Les Tchèques et les Slovaques n'étaient pas au même niveau de développement économique et technologique et les différences entre les deux cultures jouèrent un certain rôle dans l'apparition de tensions durant les soixante-dix ans de leurs union, qui prit fin en décembre 1992.
Antécédents
La création de la Tchécoslovaquie en 1918 fut l'aboutissement d'un long processus d'émancipation commencé avec la renaissance culturelle des Tchèques, des Slovaques (initiée par Ľudovít Štúr) et des Ruthènes de l'empire multi-national dirigé par la famille des Habsbourg, processus initialement appelé « austroslavisme ». Depuis le VIe siècle, les Tchèques vivaient principalement en Bohême et en Moravie, mais des colons allemands appelés « Sudètes » s'étaient installés en périphérie de la Bohême depuis le XIIIe siècle. Après 1526, la Bohême tomba sous le contrôle de la maison des Habsbourg alors élus rois de Bohême avant de devenir les dirigeants héréditaires du pays. Après la bataille de la Montagne-Blanche en 1620, le Royaume de Bohême fut progressivement intégré à la monarchie Habsbourgeoise comme l'une des trois composantes principales aux côtés de l'archiduché d'Autriche et du royaume de Hongrie dont faisaient partie la Slovaquie et la Ruthénie. Alors que la Bohême et la Moravie subissaient un processus de germanisation, le tchèque n'étant plus parlé que par les classes populaires, les Slovaques et les Ruthènes furent l'objet d'un processus parallèle de magyarisation : leurs territoires étaient alors sous domination de la noblesse autrichienne et de la noblesse hongroise, qui possédaient plus de 80% des terres[1].

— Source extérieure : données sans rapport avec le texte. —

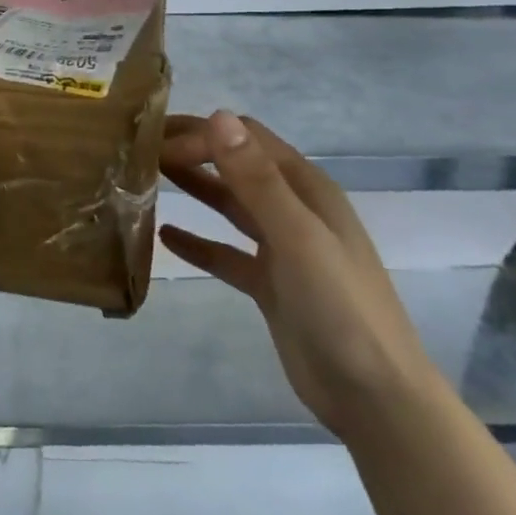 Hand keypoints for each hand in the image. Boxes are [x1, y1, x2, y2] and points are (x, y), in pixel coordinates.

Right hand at [159, 110, 442, 443]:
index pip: (246, 139)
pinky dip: (198, 241)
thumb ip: (257, 178)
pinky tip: (165, 236)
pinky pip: (225, 252)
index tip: (156, 146)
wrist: (375, 399)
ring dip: (194, 187)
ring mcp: (281, 247)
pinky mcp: (269, 284)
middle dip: (193, 152)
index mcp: (306, 188)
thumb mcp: (297, 237)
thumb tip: (218, 116)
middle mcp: (293, 208)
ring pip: (230, 204)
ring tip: (146, 178)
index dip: (202, 135)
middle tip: (140, 151)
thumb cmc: (340, 307)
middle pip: (236, 165) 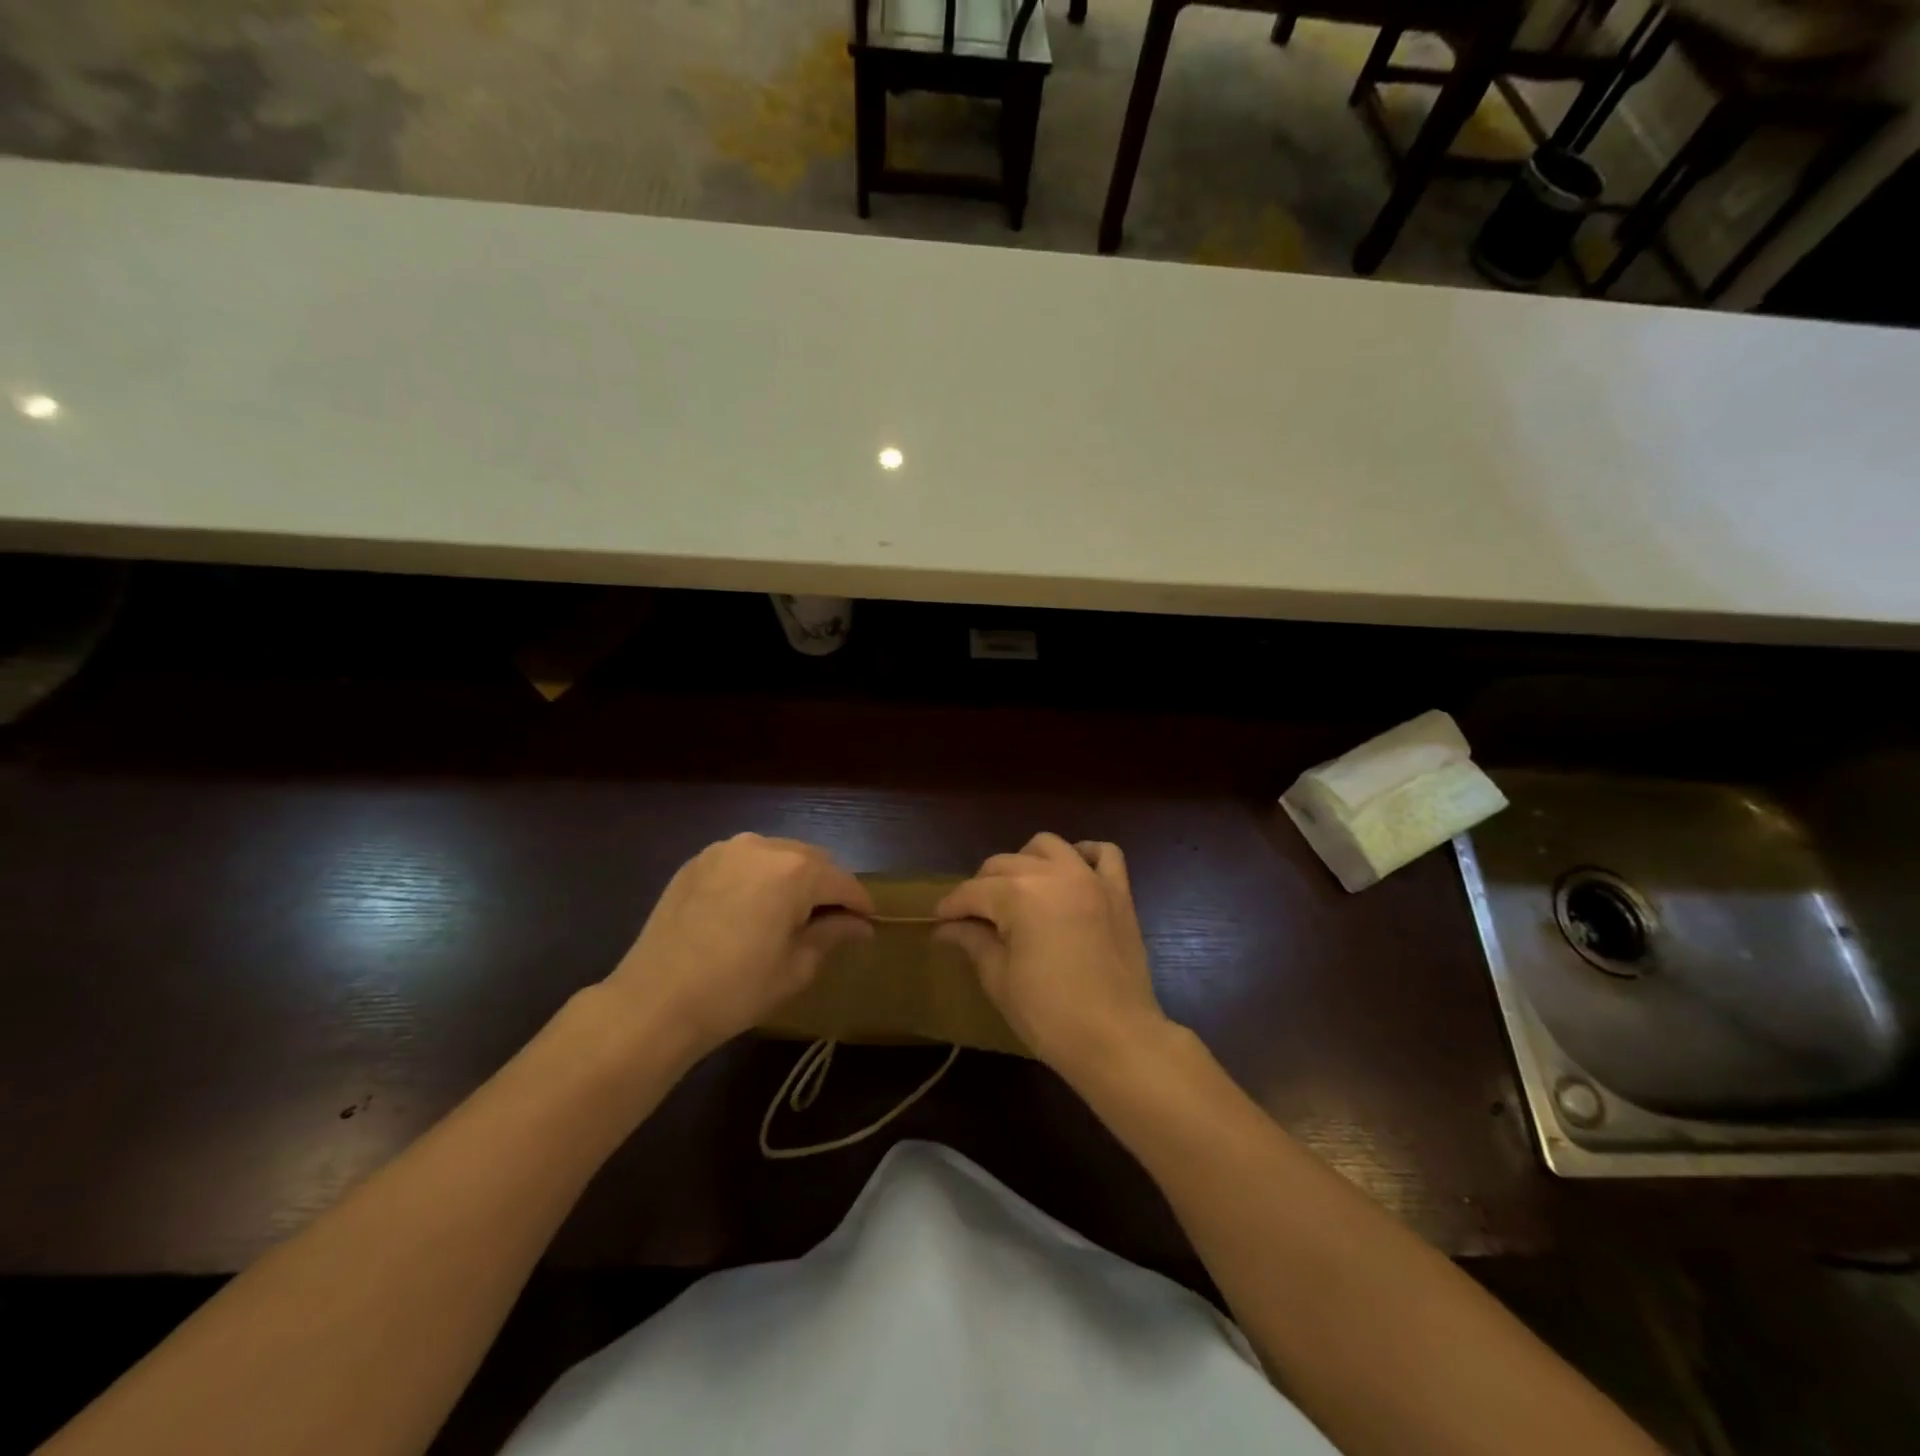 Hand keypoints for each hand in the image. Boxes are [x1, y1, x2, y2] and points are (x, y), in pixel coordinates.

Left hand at [600, 834, 873, 1068]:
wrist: (655, 1001)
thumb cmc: (737, 989)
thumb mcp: (796, 967)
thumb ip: (833, 935)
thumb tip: (861, 926)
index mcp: (795, 870)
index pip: (843, 881)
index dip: (860, 903)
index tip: (868, 923)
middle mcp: (763, 846)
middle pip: (812, 860)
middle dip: (826, 887)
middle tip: (830, 921)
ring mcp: (726, 850)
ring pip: (777, 856)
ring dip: (792, 878)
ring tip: (789, 913)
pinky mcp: (698, 862)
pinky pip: (743, 861)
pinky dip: (758, 878)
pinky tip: (751, 909)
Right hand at [936, 833, 1169, 1081]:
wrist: (1116, 1039)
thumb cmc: (1049, 1014)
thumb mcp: (999, 979)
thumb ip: (973, 941)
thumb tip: (945, 928)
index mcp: (1018, 894)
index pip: (972, 891)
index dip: (950, 907)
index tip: (938, 922)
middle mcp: (1052, 873)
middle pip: (1004, 864)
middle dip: (981, 887)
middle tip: (974, 918)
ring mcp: (1089, 878)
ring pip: (1046, 846)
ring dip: (1025, 862)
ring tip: (1018, 892)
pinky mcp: (1118, 892)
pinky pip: (1104, 853)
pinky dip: (1085, 855)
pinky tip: (1070, 873) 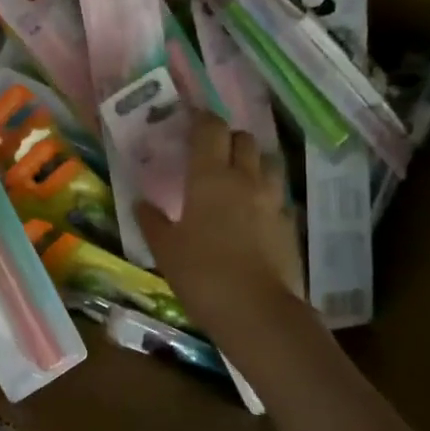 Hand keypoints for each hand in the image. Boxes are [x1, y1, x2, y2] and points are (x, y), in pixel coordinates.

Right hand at [137, 112, 309, 339]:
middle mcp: (245, 179)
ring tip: (235, 177)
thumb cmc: (201, 274)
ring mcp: (272, 200)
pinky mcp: (288, 223)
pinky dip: (264, 193)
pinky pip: (276, 194)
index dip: (200, 119)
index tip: (189, 121)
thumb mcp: (165, 249)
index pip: (210, 129)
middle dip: (227, 138)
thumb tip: (141, 203)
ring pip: (267, 162)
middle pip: (243, 138)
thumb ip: (152, 221)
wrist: (256, 311)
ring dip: (252, 161)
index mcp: (209, 177)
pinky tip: (251, 212)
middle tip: (210, 152) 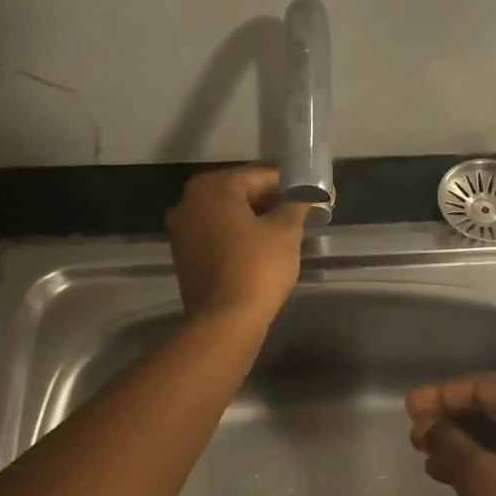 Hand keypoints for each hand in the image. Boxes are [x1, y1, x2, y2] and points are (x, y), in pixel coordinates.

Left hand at [167, 165, 309, 326]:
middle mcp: (190, 202)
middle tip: (302, 214)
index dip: (291, 184)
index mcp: (212, 187)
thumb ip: (297, 205)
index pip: (260, 175)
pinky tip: (264, 249)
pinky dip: (240, 237)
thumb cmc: (257, 268)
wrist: (225, 321)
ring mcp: (182, 230)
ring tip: (287, 232)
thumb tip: (307, 195)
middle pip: (241, 192)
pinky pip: (218, 235)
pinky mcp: (185, 255)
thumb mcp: (285, 232)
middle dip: (272, 201)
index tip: (313, 195)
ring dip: (256, 220)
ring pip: (228, 215)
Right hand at [405, 373, 495, 495]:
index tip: (408, 408)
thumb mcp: (480, 478)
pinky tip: (449, 475)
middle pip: (491, 406)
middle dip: (449, 418)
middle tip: (414, 435)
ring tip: (424, 456)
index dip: (441, 394)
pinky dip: (479, 460)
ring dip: (460, 441)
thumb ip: (449, 442)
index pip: (482, 386)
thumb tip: (429, 425) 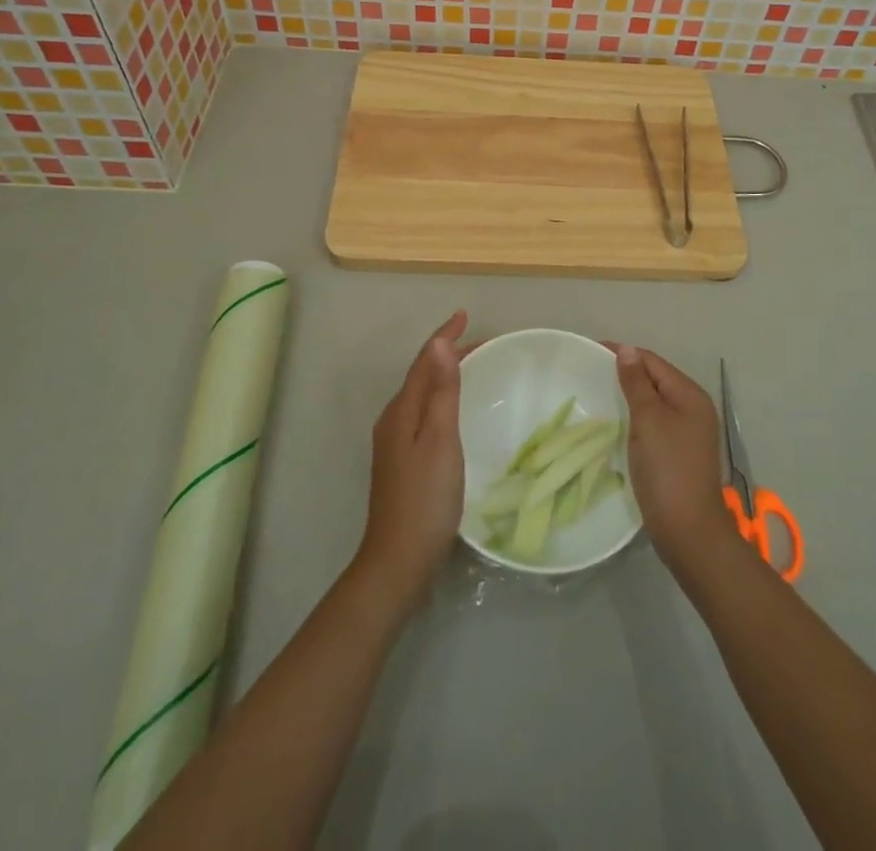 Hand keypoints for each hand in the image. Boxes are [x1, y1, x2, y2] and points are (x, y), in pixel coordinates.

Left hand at [355, 311, 474, 610]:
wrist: (398, 561)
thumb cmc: (426, 498)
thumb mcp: (440, 440)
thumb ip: (441, 392)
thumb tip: (439, 344)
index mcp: (402, 411)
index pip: (424, 361)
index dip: (445, 336)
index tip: (465, 314)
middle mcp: (394, 420)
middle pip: (421, 374)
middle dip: (447, 353)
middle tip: (481, 342)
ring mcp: (394, 442)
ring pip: (421, 395)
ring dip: (444, 375)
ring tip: (472, 367)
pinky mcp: (402, 461)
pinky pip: (422, 413)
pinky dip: (440, 399)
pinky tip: (453, 411)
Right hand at [611, 344, 736, 573]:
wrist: (688, 531)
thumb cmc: (667, 469)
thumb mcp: (648, 420)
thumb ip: (636, 383)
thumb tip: (627, 350)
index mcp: (690, 395)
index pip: (652, 361)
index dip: (624, 353)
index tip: (591, 350)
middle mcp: (694, 408)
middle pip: (655, 379)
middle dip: (626, 373)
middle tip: (590, 372)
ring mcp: (688, 432)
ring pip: (654, 402)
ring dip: (629, 395)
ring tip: (598, 393)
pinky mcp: (679, 453)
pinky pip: (654, 422)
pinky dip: (636, 416)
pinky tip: (617, 422) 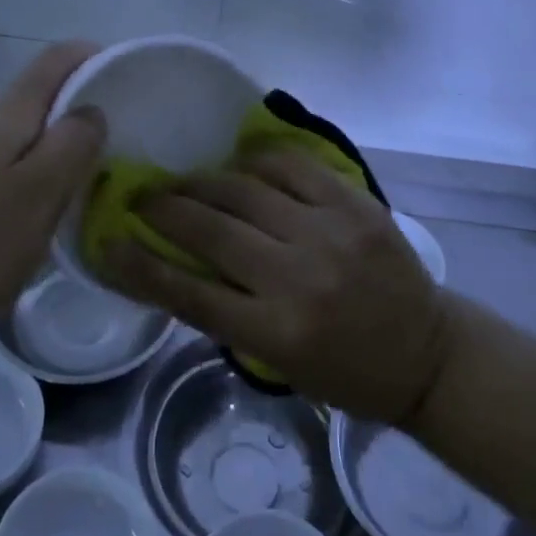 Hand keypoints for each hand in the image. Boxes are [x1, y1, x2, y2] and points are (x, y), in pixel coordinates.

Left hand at [0, 41, 104, 352]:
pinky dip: (43, 165)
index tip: (127, 76)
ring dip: (64, 137)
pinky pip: (15, 158)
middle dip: (83, 100)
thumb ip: (74, 141)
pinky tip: (55, 198)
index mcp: (6, 114)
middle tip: (123, 131)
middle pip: (41, 91)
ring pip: (29, 128)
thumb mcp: (43, 190)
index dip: (91, 56)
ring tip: (98, 165)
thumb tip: (91, 111)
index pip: (53, 60)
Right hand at [99, 148, 451, 424]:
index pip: (187, 292)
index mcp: (276, 333)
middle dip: (164, 209)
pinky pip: (291, 166)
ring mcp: (329, 234)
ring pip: (244, 190)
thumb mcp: (277, 364)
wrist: (427, 353)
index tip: (108, 242)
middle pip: (210, 231)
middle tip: (143, 198)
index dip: (138, 265)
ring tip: (184, 181)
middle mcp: (298, 279)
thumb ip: (225, 314)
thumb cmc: (345, 372)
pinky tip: (240, 167)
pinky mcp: (355, 204)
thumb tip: (168, 265)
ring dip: (203, 182)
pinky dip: (256, 162) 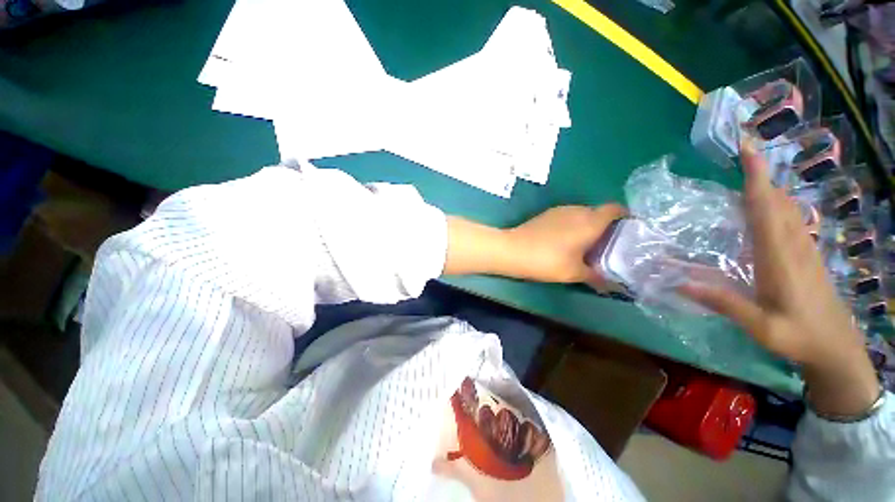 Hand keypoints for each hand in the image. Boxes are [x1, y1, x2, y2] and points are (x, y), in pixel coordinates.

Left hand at [504, 205, 626, 283]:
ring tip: (587, 245)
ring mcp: (560, 210)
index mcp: (590, 221)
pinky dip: (573, 225)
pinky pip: (568, 216)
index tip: (628, 232)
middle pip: (599, 212)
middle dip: (606, 226)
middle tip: (608, 245)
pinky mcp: (546, 214)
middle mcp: (577, 210)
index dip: (625, 217)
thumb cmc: (547, 260)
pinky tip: (566, 241)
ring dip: (587, 226)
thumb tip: (615, 286)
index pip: (615, 209)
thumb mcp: (574, 273)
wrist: (512, 249)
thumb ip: (597, 277)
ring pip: (582, 214)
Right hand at [680, 144, 878, 416]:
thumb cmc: (799, 336)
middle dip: (760, 173)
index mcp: (780, 257)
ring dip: (768, 185)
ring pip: (787, 207)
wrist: (837, 347)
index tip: (747, 150)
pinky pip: (791, 218)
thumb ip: (724, 303)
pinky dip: (776, 202)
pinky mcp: (807, 253)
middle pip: (777, 201)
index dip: (756, 178)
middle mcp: (794, 244)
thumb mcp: (760, 327)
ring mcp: (804, 247)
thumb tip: (680, 282)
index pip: (766, 209)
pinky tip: (767, 203)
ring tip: (749, 171)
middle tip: (742, 151)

Au XIXe siècle, les sujets de l'empire austro-hongrois souhaitèrent s'émanciper de la vieille aristocratie et de la famille impériale. Bien que les langues tchèque et slovaque sont très semblables, la situation sociale et politique des deux peuples était assez différente à la fin du XIXe siècle. La raison était l'attitude différente et la position de leurs dirigeants dans l'empire : les Autrichiens en Bohême et Moravie et les Hongrois en Slovaquie. La Bohême était la partie la plus industrialisée de l'Autriche et la Slovaquie était la partie la plus industrialisée de la Hongrie, cependant à différents niveau de développement[2]. De plus, les Hongrois étaient plus déterminés à assimiler les Slovaques que les Autrichiens ne souhaitaient assimiler les Tchèques. Pendant un temps, la frustration de ces derniers fut apaisée par l'introduction de représentations ethniques locales et des droits linguistiques en Bohême et en Moravie autrichiennes[3]. Mais en Slovaquie et en Ruthénie hongroises, la minorité hongroise était sur-représentée au Parlement de Budapest[4] où, sur 453 députés, 372 étaient magyars[5] [6][7].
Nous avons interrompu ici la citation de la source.